■ ACTIVITY
Every entry in the data is to be written out exactly; no picture belongs in the copy.
*** Opening of SUPPLIED RECORDS ***
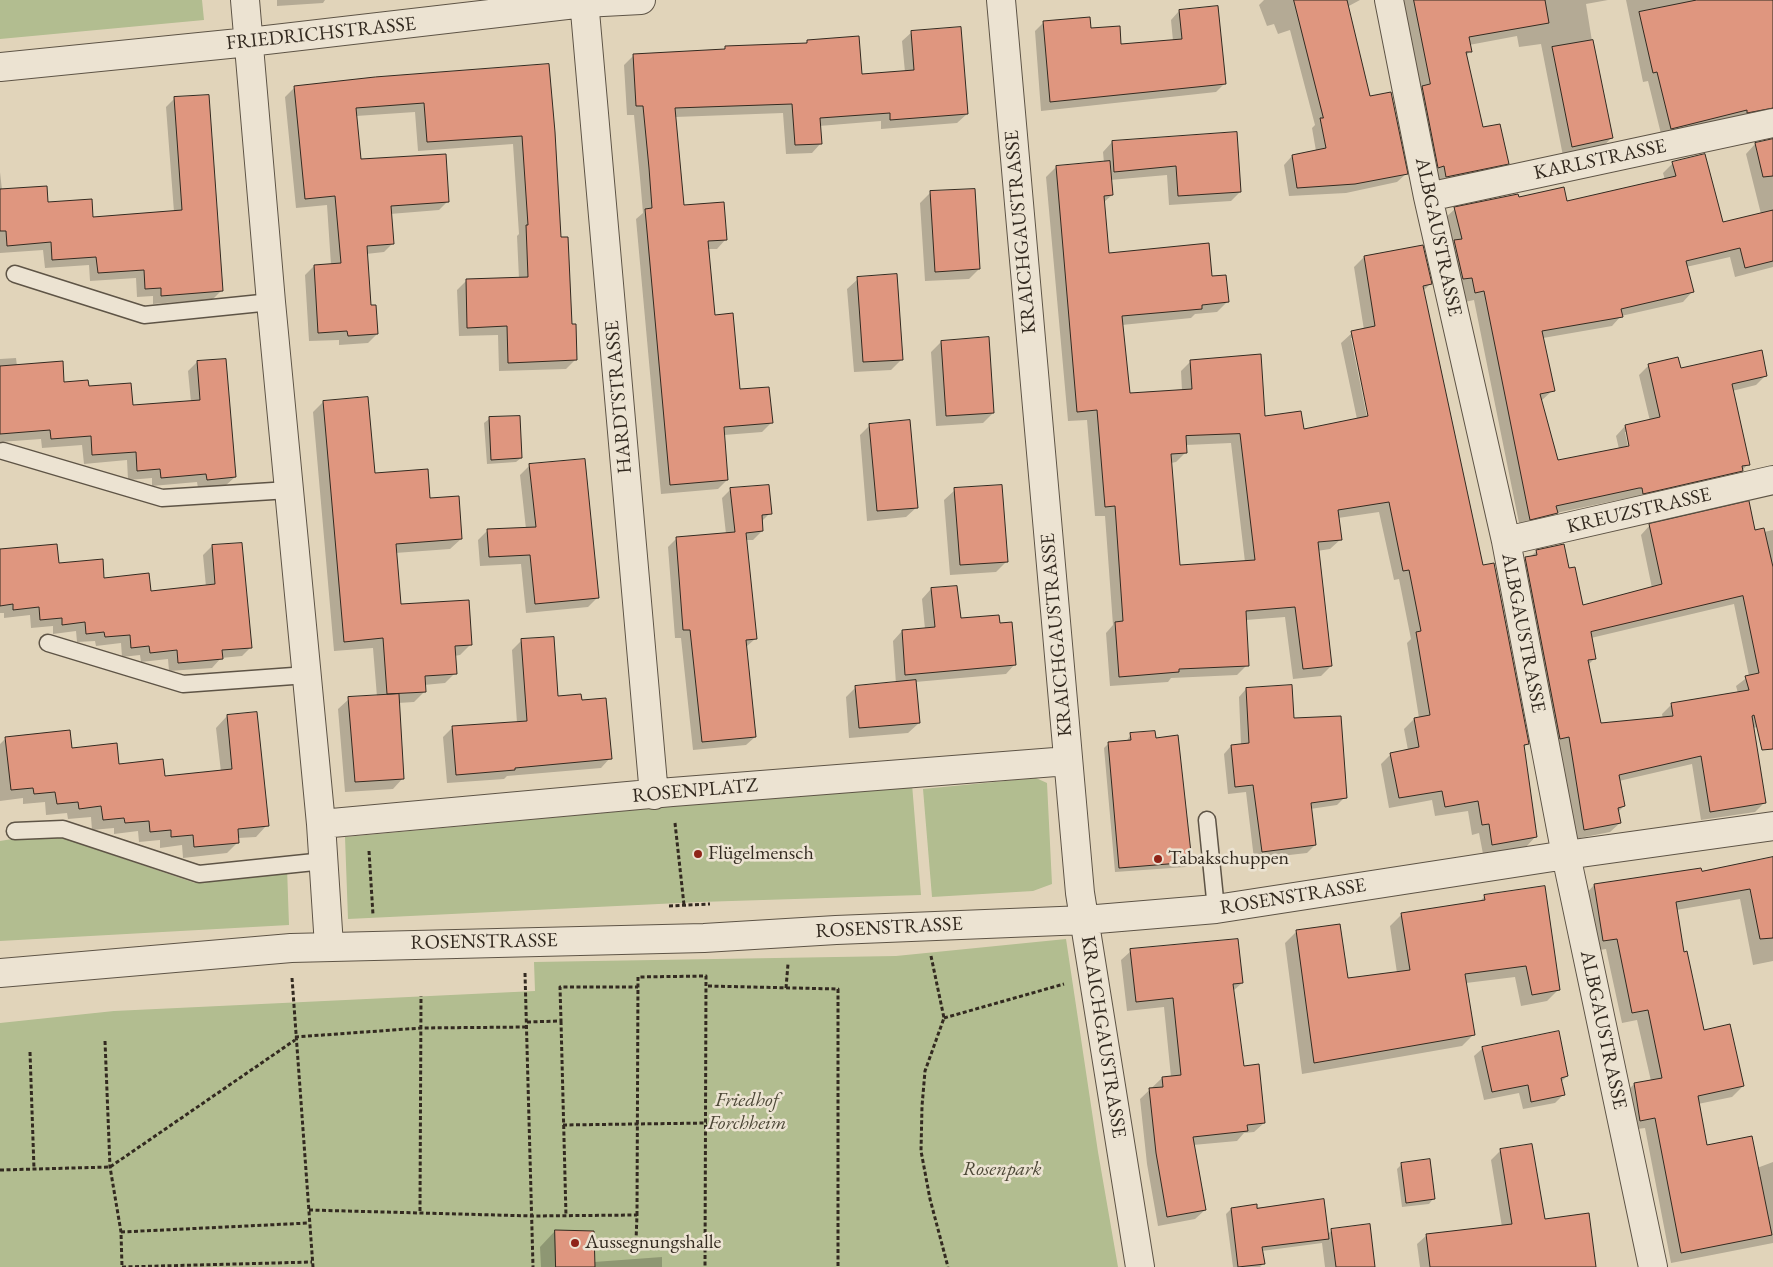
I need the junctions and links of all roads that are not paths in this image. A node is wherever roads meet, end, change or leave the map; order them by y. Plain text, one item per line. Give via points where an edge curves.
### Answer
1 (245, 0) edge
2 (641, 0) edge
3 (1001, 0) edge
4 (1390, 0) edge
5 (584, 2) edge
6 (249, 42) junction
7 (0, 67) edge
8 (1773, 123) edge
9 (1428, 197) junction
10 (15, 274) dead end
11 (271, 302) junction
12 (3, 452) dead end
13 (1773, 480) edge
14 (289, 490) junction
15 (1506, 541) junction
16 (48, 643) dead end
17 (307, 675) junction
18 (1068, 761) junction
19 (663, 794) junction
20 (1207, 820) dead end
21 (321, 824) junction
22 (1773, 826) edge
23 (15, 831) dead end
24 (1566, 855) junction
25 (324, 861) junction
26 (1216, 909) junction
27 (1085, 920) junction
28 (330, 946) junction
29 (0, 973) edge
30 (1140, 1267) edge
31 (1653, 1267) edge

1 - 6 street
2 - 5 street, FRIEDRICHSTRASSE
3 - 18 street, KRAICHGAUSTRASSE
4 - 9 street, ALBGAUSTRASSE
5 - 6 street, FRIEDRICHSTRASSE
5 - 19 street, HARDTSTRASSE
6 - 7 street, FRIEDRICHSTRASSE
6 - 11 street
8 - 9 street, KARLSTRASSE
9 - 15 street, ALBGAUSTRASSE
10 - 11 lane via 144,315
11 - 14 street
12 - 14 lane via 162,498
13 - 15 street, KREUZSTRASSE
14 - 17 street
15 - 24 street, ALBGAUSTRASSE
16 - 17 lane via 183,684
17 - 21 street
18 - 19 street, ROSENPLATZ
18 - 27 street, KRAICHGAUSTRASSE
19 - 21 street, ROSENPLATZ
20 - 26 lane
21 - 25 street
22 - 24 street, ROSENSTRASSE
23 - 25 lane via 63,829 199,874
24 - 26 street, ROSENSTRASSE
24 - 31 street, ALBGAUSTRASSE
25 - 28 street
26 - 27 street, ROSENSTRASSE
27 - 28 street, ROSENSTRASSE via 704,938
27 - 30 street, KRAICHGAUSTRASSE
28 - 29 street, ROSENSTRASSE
*** Close of SUPPLIED RECORDS ***
■ YOUR SOLUTION
I need the junctions and links of all roads that are not paths in this image. A node is wherever roads meet, end, change or leave the map; order them by y. Plain text, one item per line. Give via points where an edge curves.
### Answer
1 (245, 0) edge
2 (641, 0) edge
3 (1001, 0) edge
4 (1390, 0) edge
5 (584, 2) edge
6 (249, 42) junction
7 (0, 67) edge
8 (1773, 123) edge
9 (1428, 197) junction
10 (15, 274) dead end
11 (271, 302) junction
12 (3, 452) dead end
13 (1773, 480) edge
14 (289, 490) junction
15 (1506, 541) junction
16 (48, 643) dead end
17 (307, 675) junction
18 (1068, 761) junction
19 (663, 794) junction
20 (1207, 820) dead end
21 (321, 824) junction
22 (1773, 826) edge
23 (15, 831) dead end
24 (1566, 855) junction
25 (324, 861) junction
26 (1216, 909) junction
27 (1085, 920) junction
28 (330, 946) junction
29 (0, 973) edge
30 (1140, 1267) edge
31 (1653, 1267) edge

1 - 6 street
2 - 5 street, FRIEDRICHSTRASSE
3 - 18 street, KRAICHGAUSTRASSE
4 - 9 street, ALBGAUSTRASSE
5 - 6 street, FRIEDRICHSTRASSE
5 - 19 street, HARDTSTRASSE
6 - 7 street, FRIEDRICHSTRASSE
6 - 11 street
8 - 9 street, KARLSTRASSE
9 - 15 street, ALBGAUSTRASSE
10 - 11 lane via 144,315
11 - 14 street
12 - 14 lane via 162,498
13 - 15 street, KREUZSTRASSE
14 - 17 street
15 - 24 street, ALBGAUSTRASSE
16 - 17 lane via 183,684
17 - 21 street
18 - 19 street, ROSENPLATZ
18 - 27 street, KRAICHGAUSTRASSE
19 - 21 street, ROSENPLATZ
20 - 26 lane
21 - 25 street
22 - 24 street, ROSENSTRASSE
23 - 25 lane via 63,829 199,874
24 - 26 street, ROSENSTRASSE
24 - 31 street, ALBGAUSTRASSE
25 - 28 street
26 - 27 street, ROSENSTRASSE
27 - 28 street, ROSENSTRASSE via 704,938
27 - 30 street, KRAICHGAUSTRASSE
28 - 29 street, ROSENSTRASSE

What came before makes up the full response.